Optimal Energy Shaping Control for a Backdrivable Hip Exoskeleton

TL;DR

This paper develops an energy shaping control method for a backdrivable hip exoskeleton that adapts to multiple tasks, reducing muscle effort and enhancing natural movement.

Contribution

It extends port-controlled-Hamiltonian energy shaping control to a backdrivable hip exoskeleton for multi-task assistance, optimizing torque profiles based on human kinematics.

Findings

Controller reduces muscle effort across tasks

Demonstrates adaptability to different daily activities

Validates effectiveness through human-subject experiments

Abstract

Task-dependent controllers widely used in exoskeletons track predefined trajectories, which overly constrain the volitional motion of individuals with remnant voluntary mobility.
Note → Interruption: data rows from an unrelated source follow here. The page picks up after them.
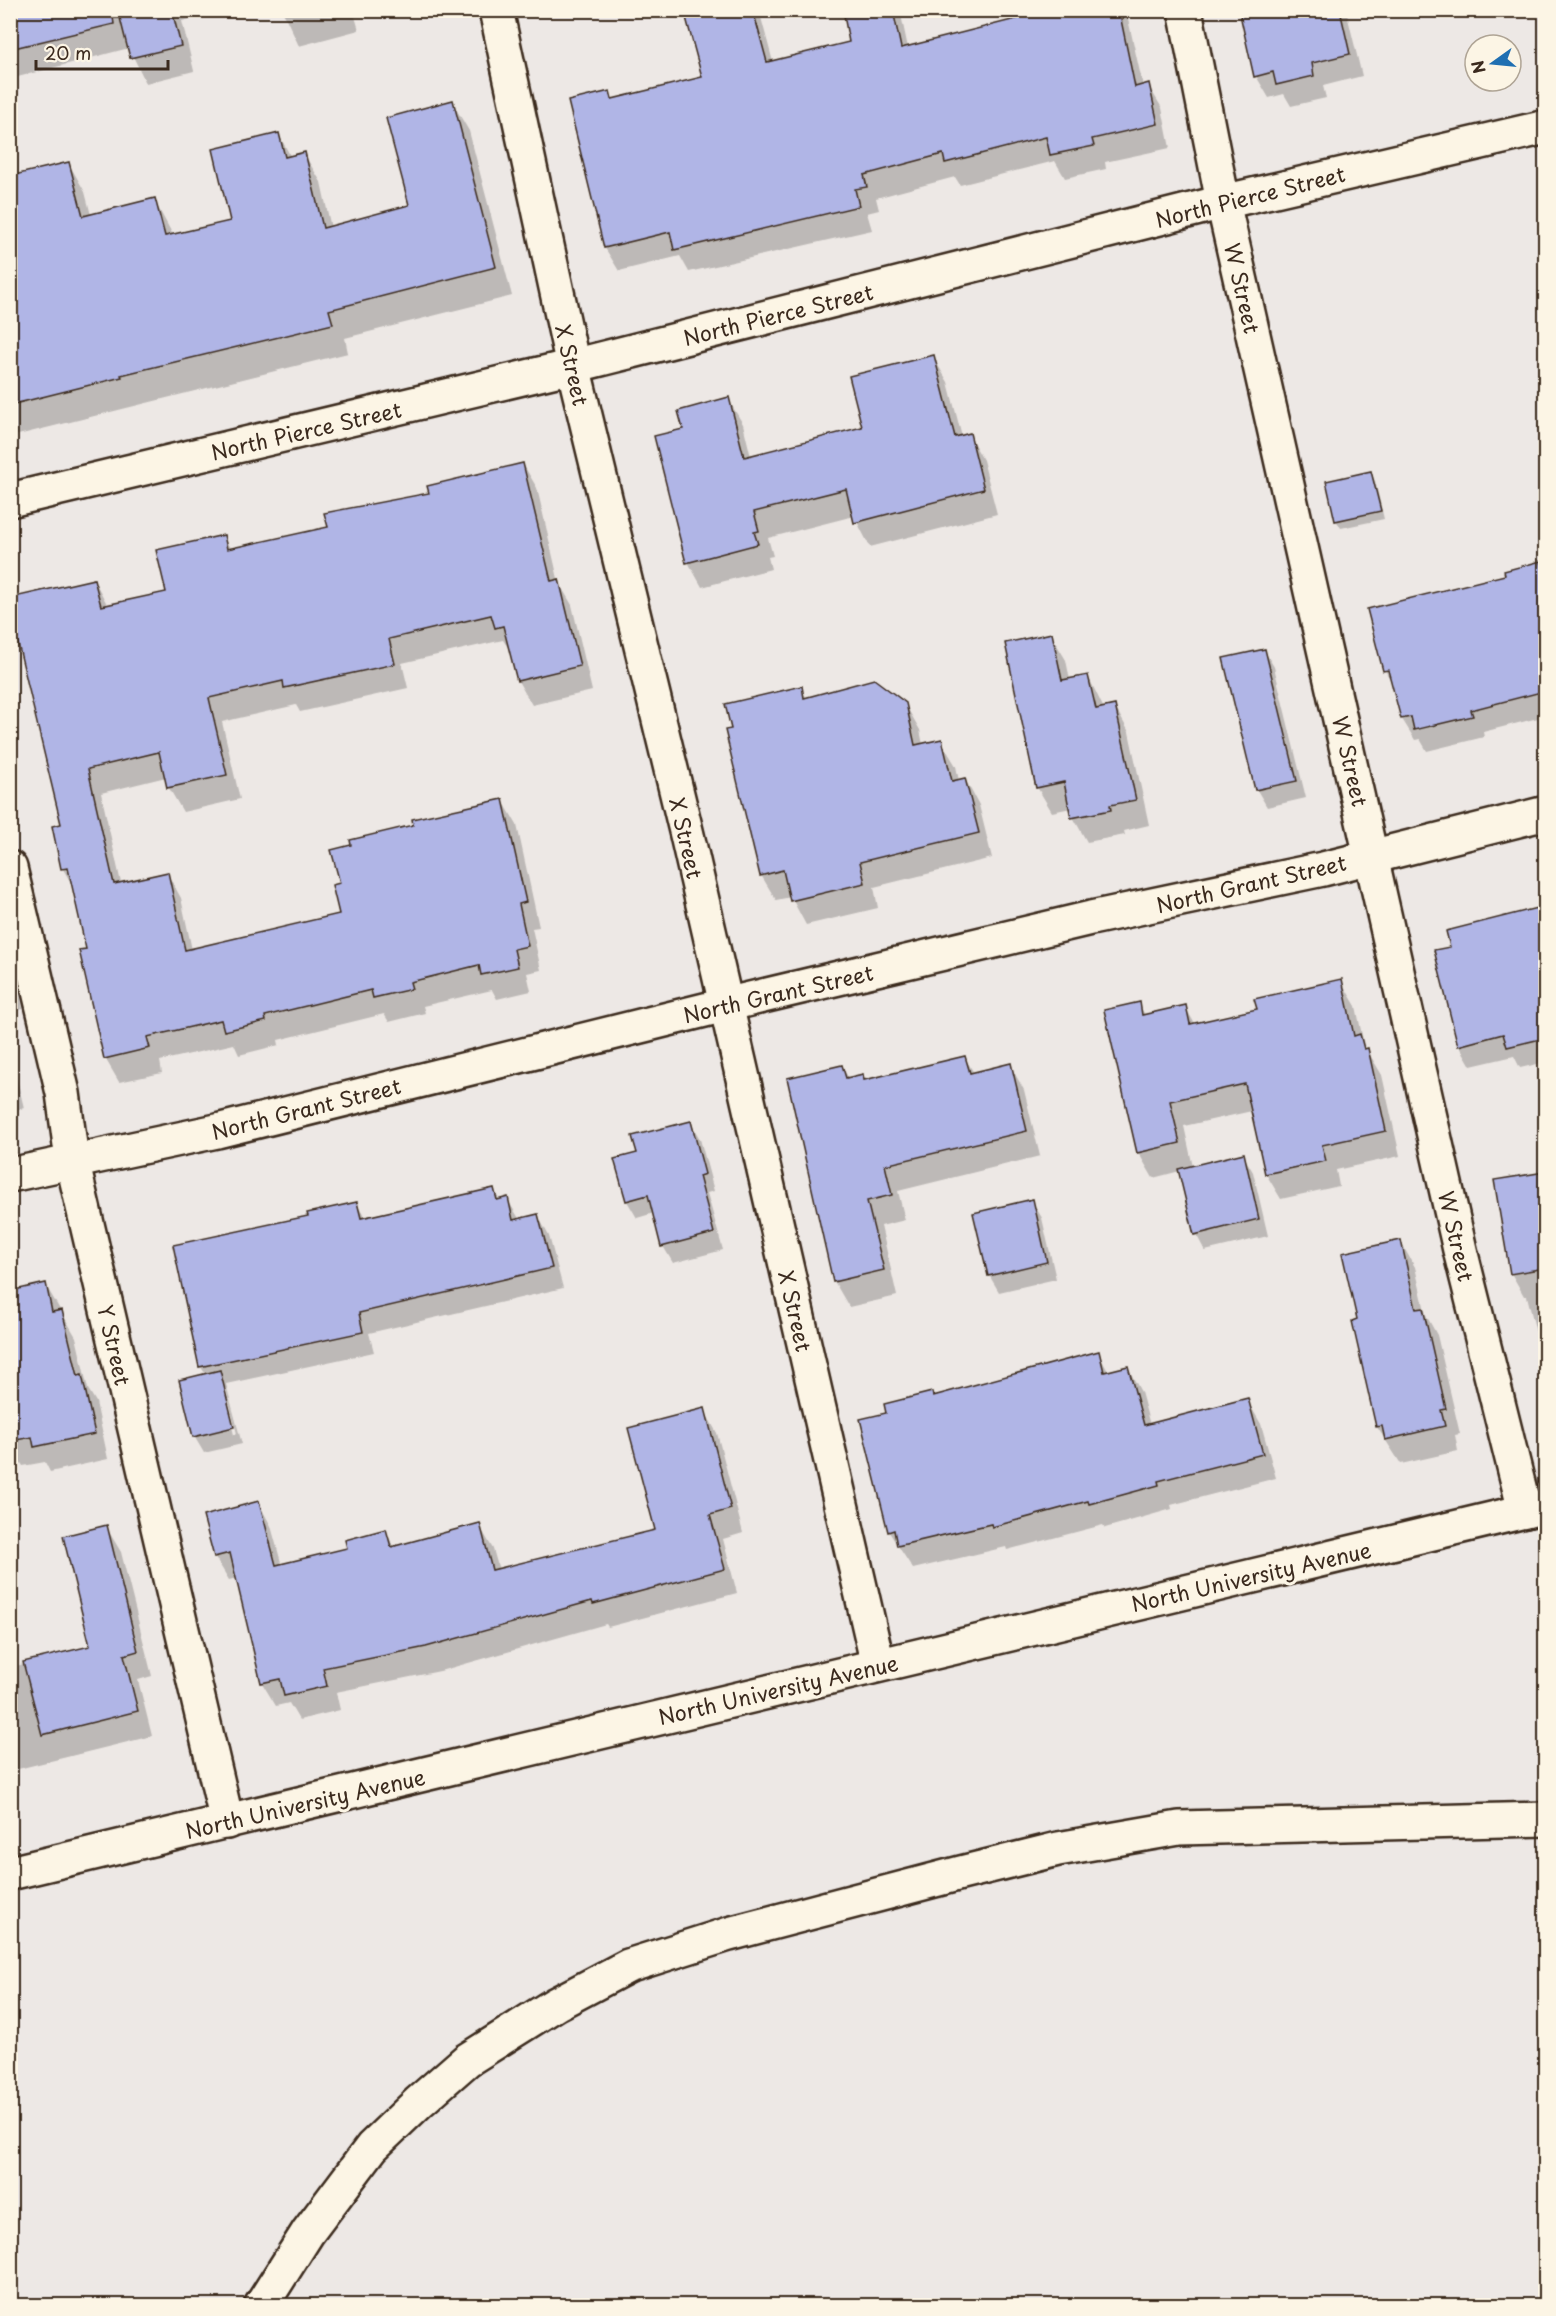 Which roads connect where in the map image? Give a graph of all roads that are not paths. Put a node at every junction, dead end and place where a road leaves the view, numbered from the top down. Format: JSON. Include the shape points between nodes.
{"nodes":[{"id":1,"x":495,"y":10,"type":"edge"},
{"id":2,"x":1185,"y":10,"type":"edge"},
{"id":3,"x":1545,"y":127,"type":"edge"},
{"id":4,"x":1223,"y":202,"type":"junction"},
{"id":5,"x":573,"y":366,"type":"junction"},
{"id":6,"x":10,"y":501,"type":"edge"},
{"id":7,"x":1545,"y":813,"type":"edge"},
{"id":8,"x":1372,"y":855,"type":"junction"},
{"id":9,"x":10,"y":867,"type":"edge"},
{"id":10,"x":725,"y":1005,"type":"junction"},
{"id":11,"x":72,"y":1160,"type":"junction"},
{"id":12,"x":10,"y":1175,"type":"edge"},
{"id":13,"x":1535,"y":1508,"type":"edge"},
{"id":14,"x":878,"y":1665,"type":"junction"},
{"id":15,"x":1545,"y":1819,"type":"edge"},
{"id":16,"x":227,"y":1822,"type":"junction"},
{"id":17,"x":10,"y":1873,"type":"edge"},
{"id":18,"x":261,"y":2306,"type":"edge"}],
"edges":[{"from":1,"to":5,"type":"street","name":"X Street"},
{"from":2,"to":4,"type":"street","name":"W Street"},
{"from":3,"to":4,"type":"street","name":"North Pierce Street"},
{"from":4,"to":5,"type":"street","name":"North Pierce Street"},
{"from":4,"to":8,"type":"street","name":"W Street"},
{"from":5,"to":6,"type":"street","name":"North Pierce Street"},
{"from":5,"to":10,"type":"street","name":"X Street"},
{"from":7,"to":8,"type":"street","name":"North Grant Street"},
{"from":8,"to":10,"type":"street","name":"North Grant Street"},
{"from":8,"to":13,"type":"street","name":"W Street","via":[[1460,1250]]},
{"from":9,"to":11,"type":"street","name":"Y Street","via":[[63,1093]]},
{"from":10,"to":11,"type":"street","name":"North Grant Street","via":[[217,1131]]},
{"from":10,"to":14,"type":"street","name":"X Street"},
{"from":11,"to":12,"type":"street","name":"North Grant Street"},
{"from":11,"to":16,"type":"street","name":"Y Street"},
{"from":13,"to":14,"type":"street","name":"North University Avenue"},
{"from":14,"to":16,"type":"street","name":"North University Avenue"},
{"from":15,"to":18,"type":"street","via":[[1179,1828],[1058,1848],[729,1934],[628,1966],[556,2004],[467,2060],[419,2102],[372,2147],[308,2232]]},
{"from":16,"to":17,"type":"street","name":"North University Avenue"}]} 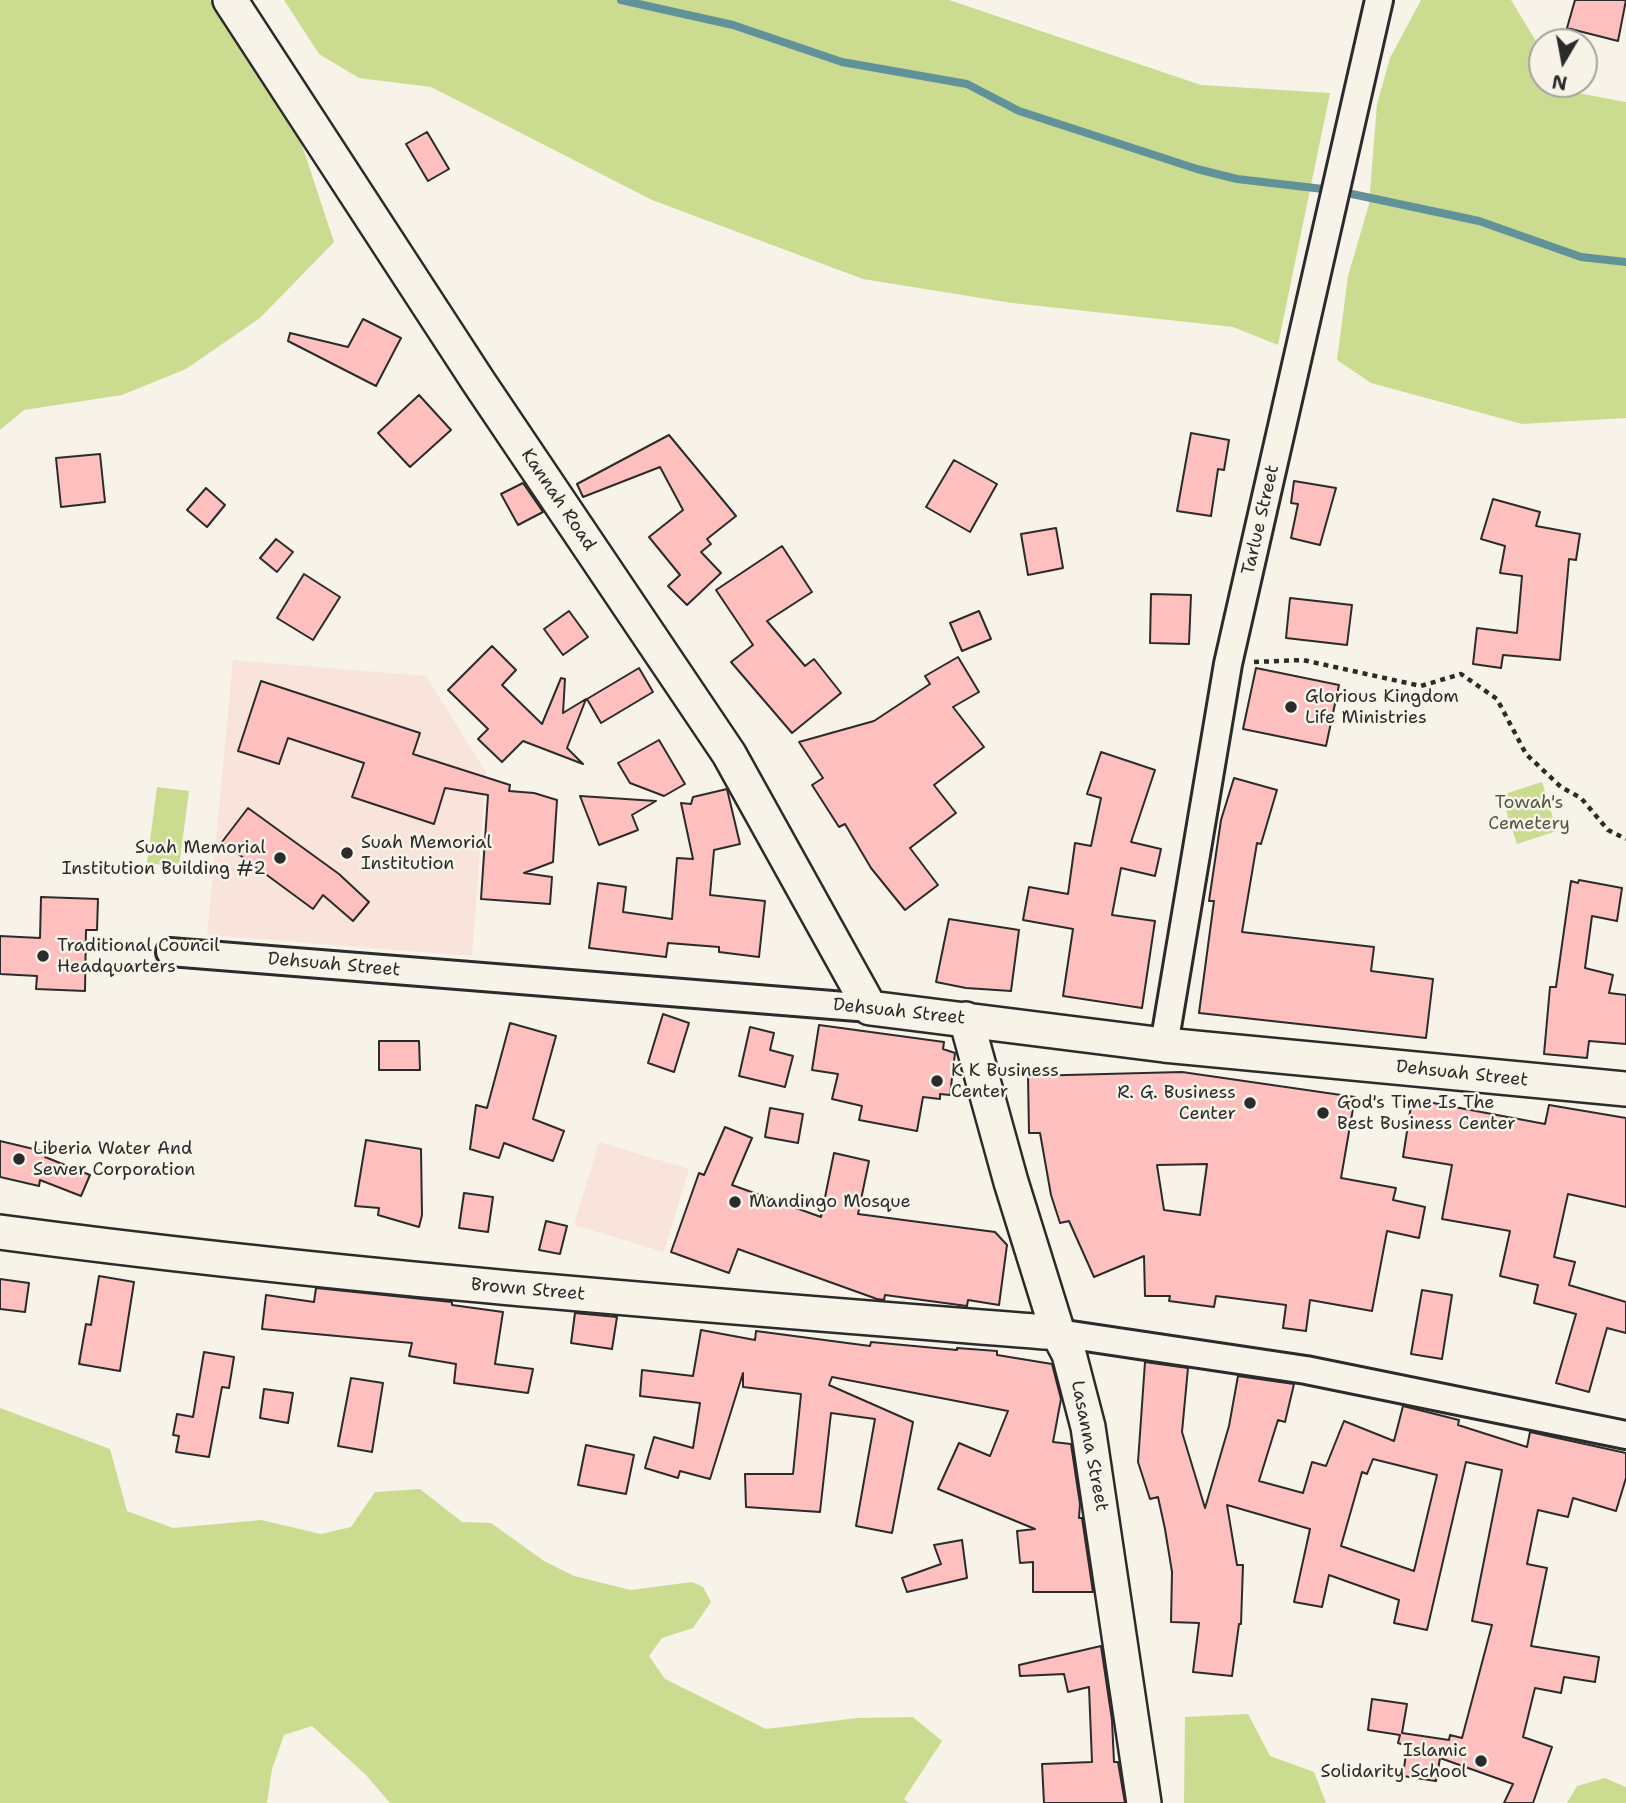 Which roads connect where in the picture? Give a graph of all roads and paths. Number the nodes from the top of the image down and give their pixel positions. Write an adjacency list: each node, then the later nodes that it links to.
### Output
1 (230, 0): 6 (street, Kannah Road)
2 (1379, 0): 3 (street, Tarlue Street)
3 (1228, 664): 4 (path); 8 (street, Tarlue Street)
4 (1626, 839)
5 (170, 952): 6 (street, Dehsuah Street)
6 (870, 1008): 7 (street, Dehsuah Street)
7 (966, 1019): 8 (street, Dehsuah Street); 11 (street, Lasanna Street)
8 (1164, 1045): 9 (street, Dehsuah Street)
9 (1626, 1090)
10 (0, 1232): 11 (street, Brown Street)
11 (1058, 1333): 12 (street); 13 (street, Lasanna Street)
12 (1626, 1435)
13 (1144, 1803)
Energy shaping, on the other hand, provides task-invariant assistance by altering the human body's dynamic characteristics in the closed loop. While human-exoskeleton systems are often modeled using Euler-Lagrange equations, in our previous work we modeled the system as a port-controlled-Hamiltonian system, and a task-invariant controller was designed for a knee-ankle exoskeleton using interconnection-damping assignment passivity-based control. In this paper, we extend this framework to design a controller for a backdrivable hip exoskeleton to assist multiple tasks. A set of basis functions that contains information of kinematics is selected and corresponding coefficients are optimized, which allows the controller to provide torque that fits normative human torque for different activities of daily life. Human-subject experiments with two able-bodied subjects demonstrated the controller's capability to reduce muscle effort across different tasks.